Task requirements: Look over the entries and say how many lines include the word "Hilll". Only the number, please.

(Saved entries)
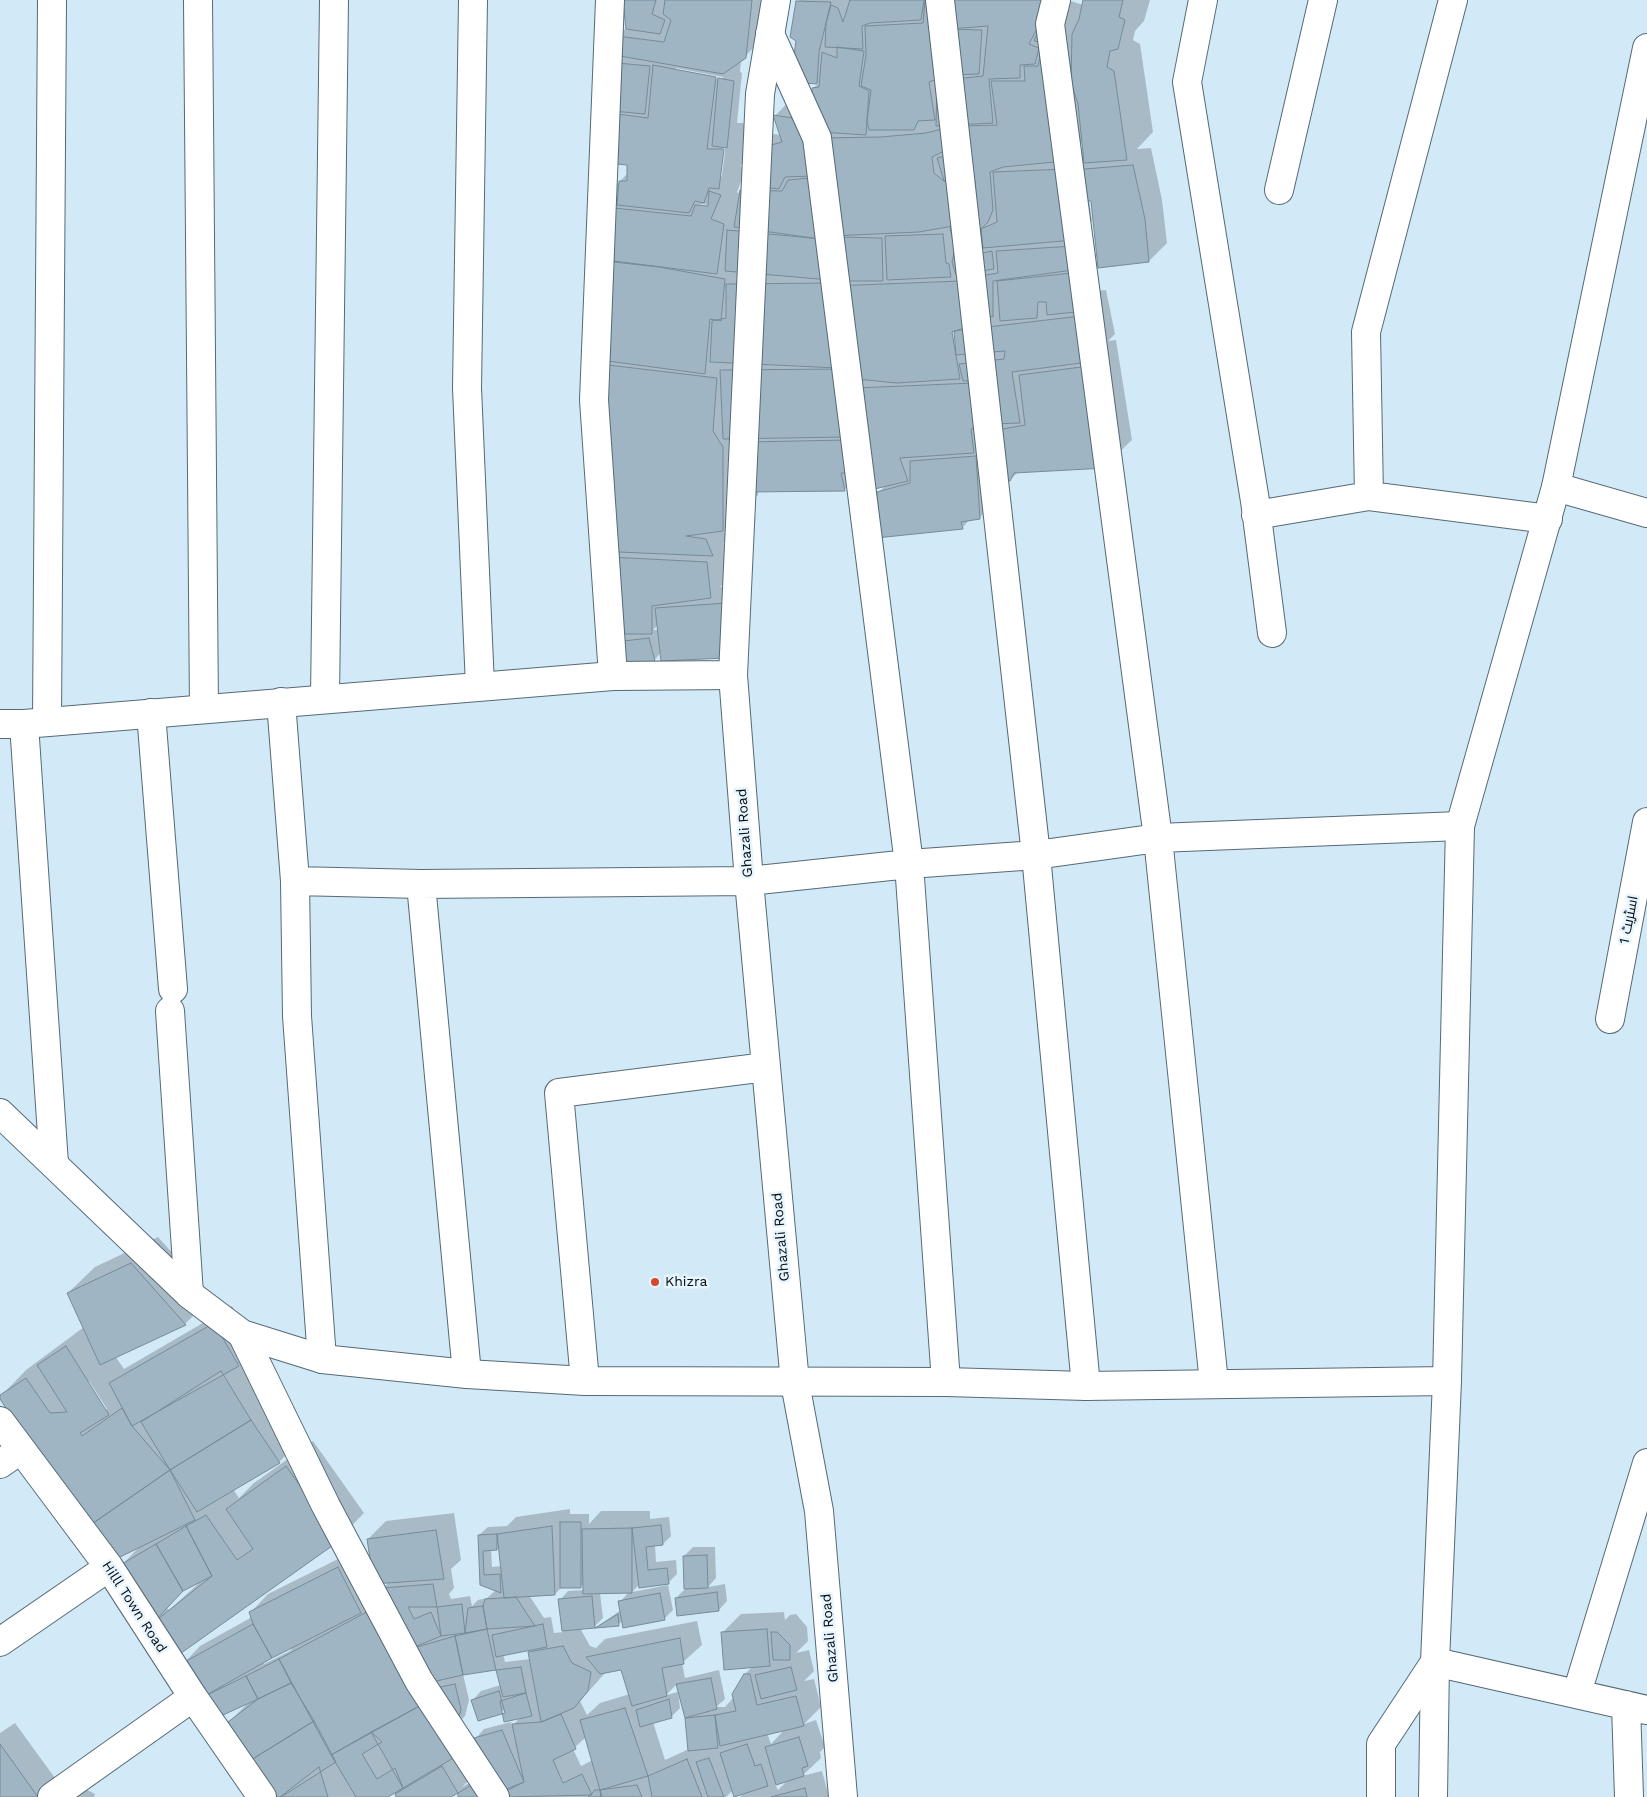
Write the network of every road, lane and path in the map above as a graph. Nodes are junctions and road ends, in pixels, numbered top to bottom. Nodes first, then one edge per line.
1 (52, 0) edge
2 (198, 0) edge
3 (334, 0) edge
4 (473, 0) edge
5 (610, 0) edge
6 (776, 0) edge
7 (940, 0) edge
8 (1056, 0) edge
9 (1203, 0) edge
10 (1323, 0) edge
11 (1453, 0) edge
12 (770, 34) junction
13 (1647, 48) edge
14 (1279, 190) dead end
15 (1556, 487) junction
16 (1369, 496) junction
17 (1647, 512) edge
18 (1256, 515) junction
19 (1548, 519) junction
20 (1272, 633) dead end
21 (733, 675) junction
22 (613, 676) junction
23 (480, 686) junction
24 (325, 698) junction
25 (281, 702) junction
26 (204, 709) junction
27 (151, 713) junction
28 (24, 723) edge
29 (1647, 822) edge
30 (1460, 826) junction
31 (1158, 838) junction
32 (1036, 855) junction
33 (909, 864) junction
34 (749, 881) junction
35 (295, 882) junction
36 (421, 884) junction
37 (1610, 1019) dead end
38 (766, 1068) junction
39 (0, 1113) edge
40 (54, 1164) junction
41 (189, 1294) junction
42 (242, 1334) junction
43 (322, 1359) junction
44 (467, 1374) junction
45 (585, 1381) junction
46 (1447, 1381) junction
47 (946, 1382) junction
48 (794, 1383) junction
49 (1214, 1383) junction
50 (1086, 1386) junction
51 (0, 1421) edge
52 (10, 1457) edge
53 (1647, 1463) edge
54 (109, 1567) junction
55 (0, 1642) edge
56 (1435, 1662) junction
57 (1577, 1693) junction
58 (193, 1697) junction
59 (1636, 1707) edge
60 (52, 1797) edge
61 (262, 1797) edge
62 (495, 1797) edge
63 (843, 1797) edge
64 (1381, 1797) edge
65 (1433, 1797) edge
66 (1629, 1797) edge

1 - 28 street
2 - 26 street
3 - 24 street
4 - 23 street
5 - 22 street
6 - 12 street, Ghazali Road
7 - 32 street
8 - 31 street
9 - 18 street
10 - 14 street
11 - 16 street
12 - 21 street, Ghazali Road
12 - 33 street
13 - 15 street
15 - 17 street
15 - 19 street
16 - 18 street
16 - 19 street
18 - 20 street
19 - 30 street
21 - 22 street
21 - 34 street, Ghazali Road
22 - 23 street
23 - 24 street
24 - 25 street
25 - 26 street
25 - 35 street
26 - 27 street
27 - 28 street
27 - 41 street
28 - 40 street
29 - 37 street, اسٹریٹ 1
30 - 31 street
30 - 46 street
31 - 32 street
31 - 49 street
32 - 33 street
32 - 50 street
33 - 34 street
33 - 47 street
34 - 36 street
34 - 38 street, Ghazali Road
35 - 36 street
35 - 43 street
36 - 44 street
38 - 45 street
38 - 48 street, Ghazali Road
39 - 40 street
40 - 41 street
41 - 42 street
42 - 43 street
42 - 62 street
43 - 44 street
44 - 45 street
45 - 48 street
46 - 49 street
46 - 56 street
47 - 48 street
47 - 50 street
48 - 63 street, Ghazali Road
49 - 50 street
51 - 52 street, Hilll Town Road
52 - 54 street, Hilll Town Road
53 - 57 street
54 - 55 street
54 - 58 street, Hilll Town Road
56 - 57 street
56 - 64 street
56 - 65 street
57 - 59 street
58 - 60 street
58 - 61 street, Hilll Town Road
59 - 66 street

Answer: 4